- **What you are asked to do**: Should the listing contain images, exclude them; give the rest again exactly.

- **The data**:
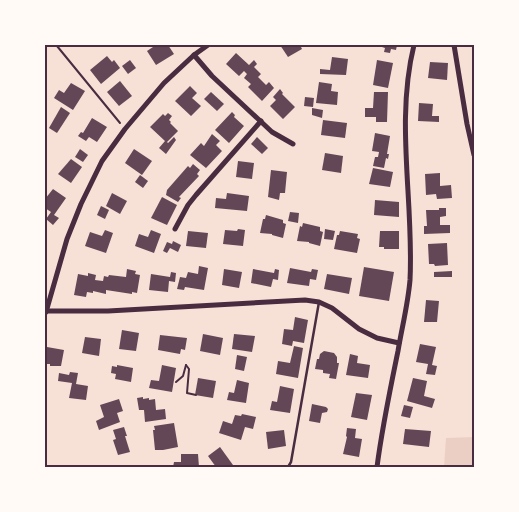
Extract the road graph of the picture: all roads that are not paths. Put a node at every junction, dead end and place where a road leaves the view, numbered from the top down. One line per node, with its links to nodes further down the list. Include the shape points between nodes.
1 (208, 45): 4 (street)
2 (414, 45): 11 (street, via 405,123 410,280)
3 (454, 45): 7 (street)
4 (194, 55): 5 (street); 10 (street, via 164,83 102,161 67,239)
5 (261, 121): 6 (street, via 272,132); 8 (street, via 192,200)
6 (293, 144)
7 (474, 155)
8 (175, 229)
9 (319, 302): 10 (street, via 268,301); 11 (street, via 342,314 366,333); 12 (lane)
10 (46, 312)
11 (399, 343): 13 (street)
12 (288, 467)
13 (377, 467)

- **Task result**:
Extract the road graph of the picture: all roads that are not paths. Put a node at every junction, dead end and place where a road leaves the view, numbered from the top down. One line per node, with its links to nodes further down the list. Include the shape points between nodes.
1 (208, 45): 4 (street)
2 (414, 45): 11 (street, via 405,123 410,280)
3 (454, 45): 7 (street)
4 (194, 55): 5 (street); 10 (street, via 164,83 102,161 67,239)
5 (261, 121): 6 (street, via 272,132); 8 (street, via 192,200)
6 (293, 144)
7 (474, 155)
8 (175, 229)
9 (319, 302): 10 (street, via 268,301); 11 (street, via 342,314 366,333); 12 (lane)
10 (46, 312)
11 (399, 343): 13 (street)
12 (288, 467)
13 (377, 467)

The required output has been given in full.